Tweet data was collected using Tweepy for Python. The venture capitalists chosen were Ben Horowitz (‘@bhorowitz’), Elon Musk (‘@elonmusk’), John Doerr (‘@johndoerr’), and Reid Hoffman (‘@reidhoffman’). These users were chosen because of the size of their Twitter following (around 250k each), and similarities in their Twitter activity; the users had similar numbers of Tweets with similar focus on startups, Silicon Valley, and the stock market.Tweepy allows up to 3200 tweets to be collected per user; that subset was then reduced to a range between January 1st, 2010, and December 31st, 2014. The features kept were the time created, the text of the tweet, the number of favorites, and the number of retweets.

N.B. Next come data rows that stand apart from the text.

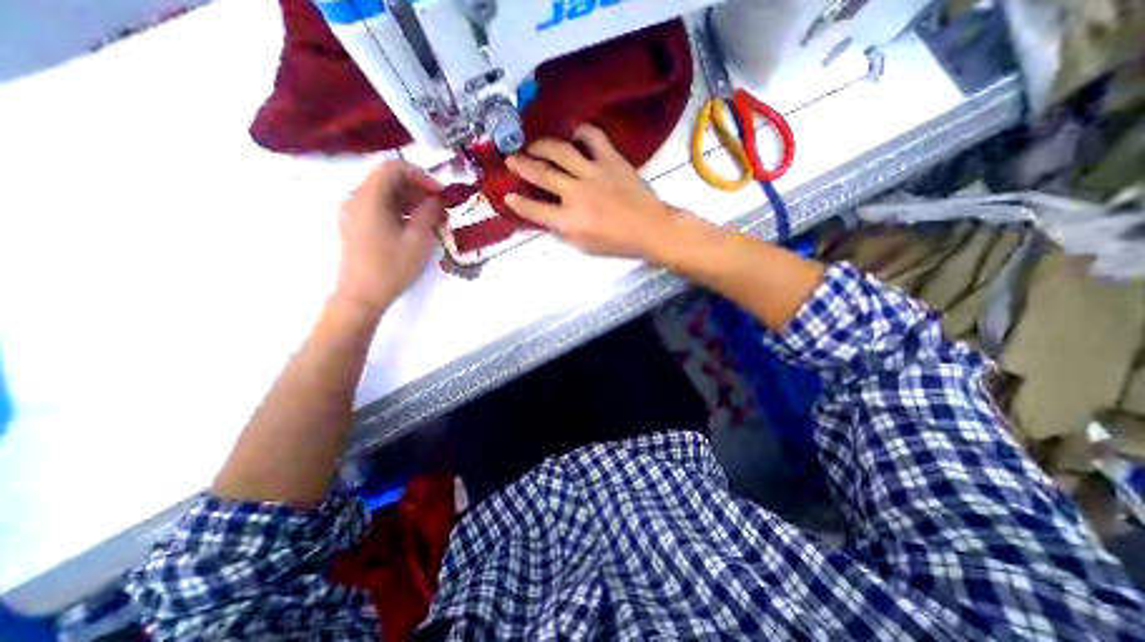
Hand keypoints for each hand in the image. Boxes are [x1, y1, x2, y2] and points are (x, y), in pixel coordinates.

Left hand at [337, 160, 441, 312]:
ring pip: (384, 193)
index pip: (394, 167)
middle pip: (388, 179)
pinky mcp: (355, 225)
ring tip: (431, 219)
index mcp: (369, 197)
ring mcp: (353, 212)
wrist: (362, 295)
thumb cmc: (392, 267)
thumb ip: (429, 213)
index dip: (421, 175)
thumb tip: (436, 199)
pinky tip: (414, 227)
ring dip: (410, 200)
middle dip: (417, 188)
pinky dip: (398, 210)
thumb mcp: (418, 240)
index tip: (440, 193)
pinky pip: (378, 207)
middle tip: (439, 207)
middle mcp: (356, 198)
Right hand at [503, 123, 687, 261]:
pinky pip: (593, 137)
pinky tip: (573, 134)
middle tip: (511, 159)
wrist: (651, 228)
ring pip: (561, 151)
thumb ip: (563, 231)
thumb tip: (548, 218)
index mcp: (570, 220)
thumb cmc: (618, 243)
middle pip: (542, 174)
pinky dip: (581, 132)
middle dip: (522, 166)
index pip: (535, 210)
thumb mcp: (585, 246)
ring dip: (542, 145)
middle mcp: (577, 193)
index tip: (508, 195)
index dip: (518, 203)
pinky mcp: (611, 160)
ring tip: (534, 145)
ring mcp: (594, 173)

Stock market data was collected through Yahoo Finance. The data used were from the S&P and the NASDAQ between January 1st, 2010, and December 31st, 2014. The features used were whether the market went up or down from open to close, and whether the market experienced more than a .07% change up or down per day, which was found to be the average daily movement over this time period.

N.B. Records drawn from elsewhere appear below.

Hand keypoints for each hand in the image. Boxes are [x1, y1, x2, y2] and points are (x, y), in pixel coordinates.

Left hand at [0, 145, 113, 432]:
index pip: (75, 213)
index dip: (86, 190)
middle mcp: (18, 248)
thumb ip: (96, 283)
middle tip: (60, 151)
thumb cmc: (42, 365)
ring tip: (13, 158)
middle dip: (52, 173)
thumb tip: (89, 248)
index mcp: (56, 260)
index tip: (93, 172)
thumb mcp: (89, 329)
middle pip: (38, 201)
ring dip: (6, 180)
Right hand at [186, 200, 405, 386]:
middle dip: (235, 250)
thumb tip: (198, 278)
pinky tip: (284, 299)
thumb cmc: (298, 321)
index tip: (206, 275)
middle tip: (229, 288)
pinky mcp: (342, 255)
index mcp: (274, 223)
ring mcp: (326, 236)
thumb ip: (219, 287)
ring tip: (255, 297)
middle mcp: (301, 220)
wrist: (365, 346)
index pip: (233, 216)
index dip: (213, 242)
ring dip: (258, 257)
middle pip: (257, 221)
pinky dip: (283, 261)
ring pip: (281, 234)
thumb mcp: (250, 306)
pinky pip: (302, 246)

The model made additional use of sentiment scores through the Python Natural Language Toolkit. The raw Tweet text was input to the text processor, which generated Positive, Negative, and Neutral sentiment scores, as well as a label for the overall sentiment if it was Positive, Negative, or Neutral.

A scikit Linear SVM was trained on the set of features for each venture capitalist: Favorites, Retweets, Positive, Negative, Neutral, and Overall Sentiment. A C value of .1 was chosen through cross validation.

3. Results

The overall training data accuracy results were as follows:

Name / Market / Prediction Type / Accuracy
Ben Horowitz / NASDAQ / Up/Down / 0.560687960688
Ben Horowitz / NASDAQ / Jump / 0.733660933661
Ben Horowitz / S&P / Up/Down / 0.54898911353
Ben Horowitz / S&P / Jump / 0.764644893727
Reid Hoffman / NASDAQ / Up/Down / 0.517189835575
Reid Hoffman / NASDAQ / Jump / 0.662182361734
Reid Hoffman / S&P / Up/Down / 0.530642750374
Reid Hoffman / S&P / Jump / 0.674140508221
John Doerrr / NASDAQ / Up/Down / 0.545977011494
John Doerrr / NASDAQ / Jump / 0.532567049808
John Doerrr / S&P / Up/Down / 0.524904214559
John Doerrr / S&P / Jump / 0.63601532567
Elon Musk / NASDAQ / Up/Down / 0.503276539974
Elon Musk / NASDAQ / Jump / 0.462647444299
Elon Musk / S&P / Up/Down / 0.584144645341
Elon Musk / S&P / Jump / 0.73157162726

Overall the accuracy rate is slightly higher than a 50/50 guess especially for the jump predictions. However, more in-depth analysis must be performed to measure a correlation between the tweets and jumps in the market.